* Problem requirements *
Copy every entry verbatim and skip the pictures.

---------- Given entries

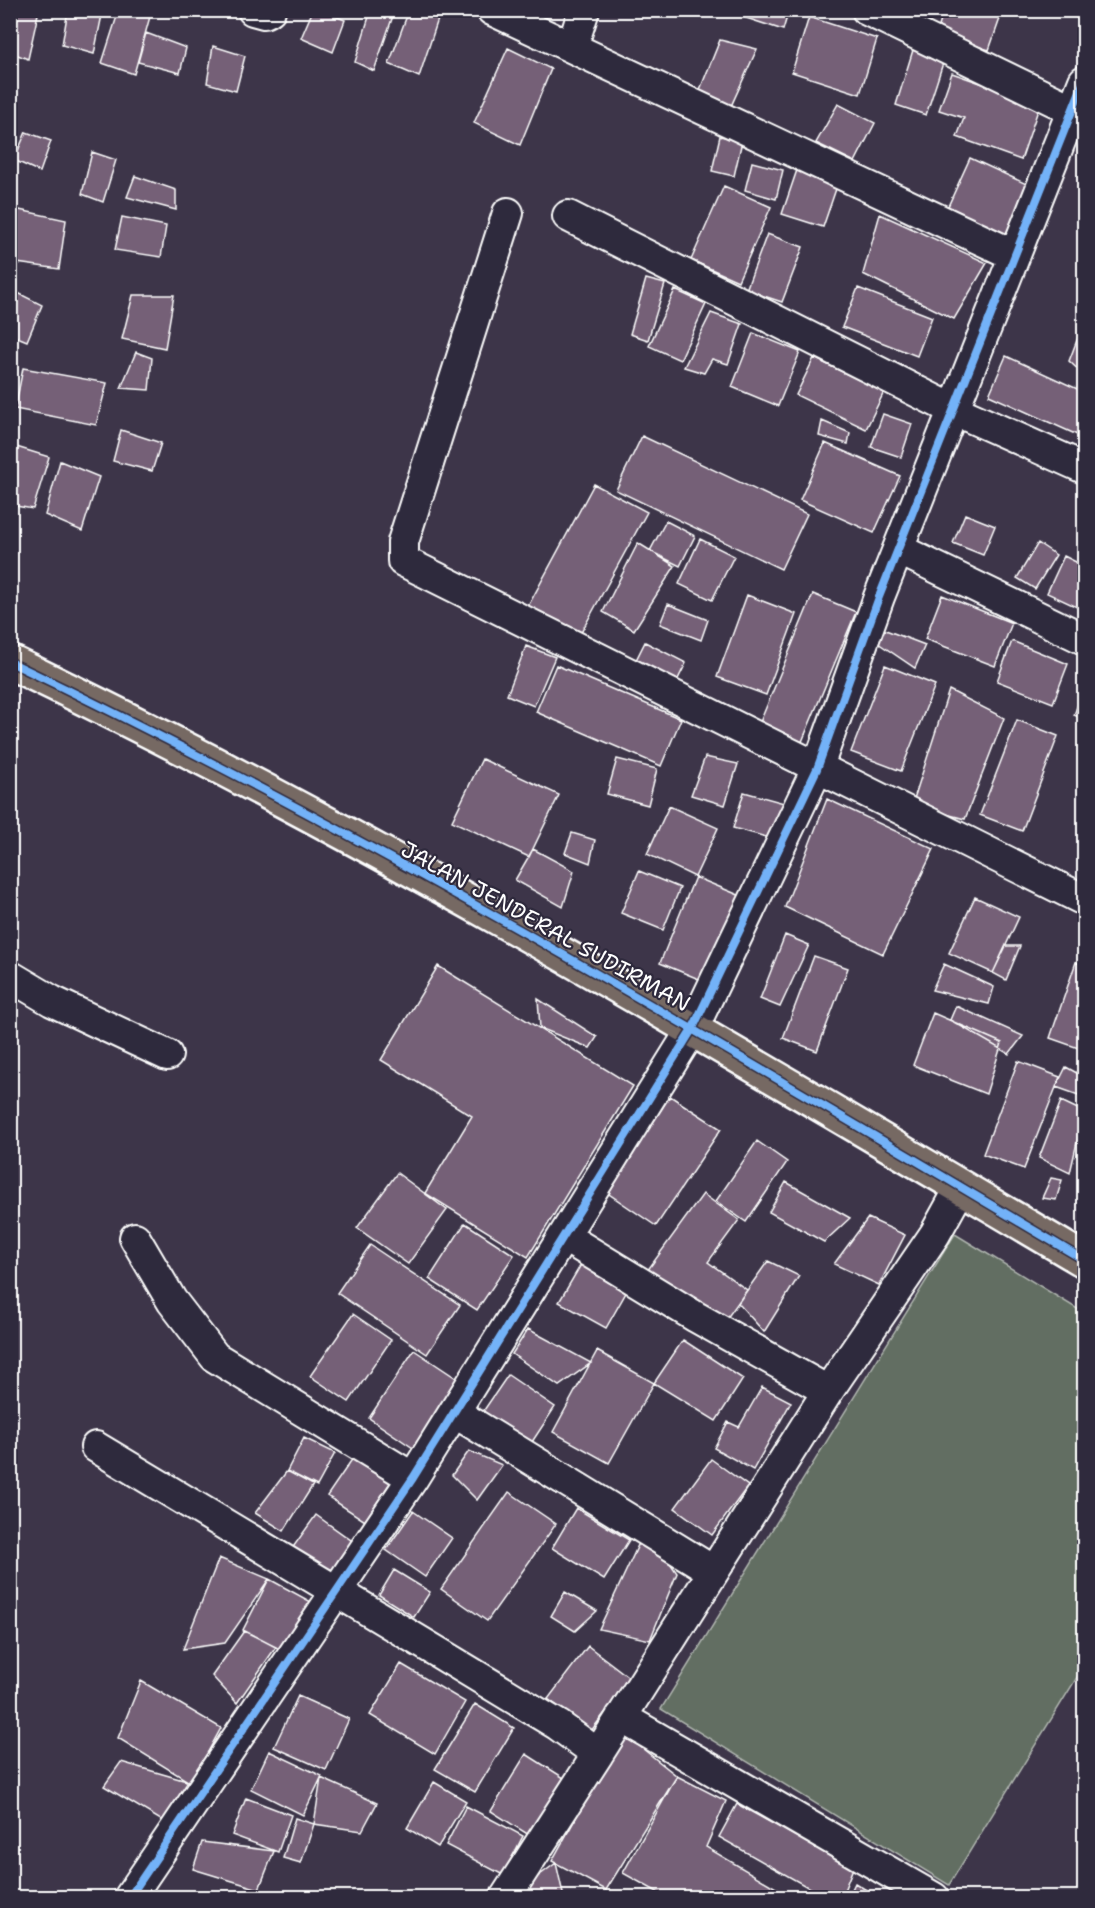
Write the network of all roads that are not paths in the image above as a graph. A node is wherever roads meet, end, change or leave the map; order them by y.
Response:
1 (253, 10) edge
2 (270, 10) edge
3 (492, 10) edge
4 (584, 10) edge
5 (867, 10) edge
6 (572, 47) junction
7 (1084, 81) edge
8 (1071, 109) junction
9 (508, 213) dead end
10 (568, 216) dead end
11 (1014, 255) junction
12 (952, 409) junction
13 (1084, 468) edge
14 (900, 550) junction
15 (1084, 639) edge
16 (10, 662) edge
17 (817, 769) junction
18 (1084, 900) edge
19 (10, 976) edge
20 (693, 1028) junction
21 (167, 1055) dead end
22 (961, 1187) junction
23 (565, 1237) junction
24 (135, 1238) dead end
25 (1084, 1260) edge
26 (828, 1391) junction
27 (454, 1412) junction
28 (96, 1447) dead end
29 (413, 1478) junction
30 (713, 1571) junction
31 (336, 1591) junction
32 (621, 1717) junction
33 (598, 1754) junction
34 (129, 1898) edge
35 (506, 1898) edge
36 (934, 1898) edge

1 - 2 street
3 - 6 street
4 - 6 street
5 - 8 street
6 - 11 street
7 - 8 street
8 - 11 street
9 - 17 street
10 - 12 street
11 - 12 street
12 - 13 street
12 - 14 street
14 - 15 street
14 - 17 street
16 - 20 main road, JALAN JENDERAL SUDIRMAN
17 - 18 street
17 - 20 street
19 - 21 street
20 - 22 main road, JALAN JENDERAL SUDIRMAN
20 - 23 street
22 - 25 main road, JALAN JENDERAL SUDIRMAN
22 - 26 street
23 - 26 street
23 - 27 street
24 - 29 street
26 - 30 street
27 - 29 street
27 - 30 street
28 - 31 street
29 - 31 street
30 - 32 street
31 - 33 street
31 - 34 street
32 - 33 street
32 - 36 street
33 - 35 street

--------------------

* Result of the exercise *
Write the network of all roads that are not paths in the image above as a graph. A node is wherever roads meet, end, change or leave the map; order them by y.
Response:
1 (253, 10) edge
2 (270, 10) edge
3 (492, 10) edge
4 (584, 10) edge
5 (867, 10) edge
6 (572, 47) junction
7 (1084, 81) edge
8 (1071, 109) junction
9 (508, 213) dead end
10 (568, 216) dead end
11 (1014, 255) junction
12 (952, 409) junction
13 (1084, 468) edge
14 (900, 550) junction
15 (1084, 639) edge
16 (10, 662) edge
17 (817, 769) junction
18 (1084, 900) edge
19 (10, 976) edge
20 (693, 1028) junction
21 (167, 1055) dead end
22 (961, 1187) junction
23 (565, 1237) junction
24 (135, 1238) dead end
25 (1084, 1260) edge
26 (828, 1391) junction
27 (454, 1412) junction
28 (96, 1447) dead end
29 (413, 1478) junction
30 (713, 1571) junction
31 (336, 1591) junction
32 (621, 1717) junction
33 (598, 1754) junction
34 (129, 1898) edge
35 (506, 1898) edge
36 (934, 1898) edge

1 - 2 street
3 - 6 street
4 - 6 street
5 - 8 street
6 - 11 street
7 - 8 street
8 - 11 street
9 - 17 street
10 - 12 street
11 - 12 street
12 - 13 street
12 - 14 street
14 - 15 street
14 - 17 street
16 - 20 main road, JALAN JENDERAL SUDIRMAN
17 - 18 street
17 - 20 street
19 - 21 street
20 - 22 main road, JALAN JENDERAL SUDIRMAN
20 - 23 street
22 - 25 main road, JALAN JENDERAL SUDIRMAN
22 - 26 street
23 - 26 street
23 - 27 street
24 - 29 street
26 - 30 street
27 - 29 street
27 - 30 street
28 - 31 street
29 - 31 street
30 - 32 street
31 - 33 street
31 - 34 street
32 - 33 street
32 - 36 street
33 - 35 street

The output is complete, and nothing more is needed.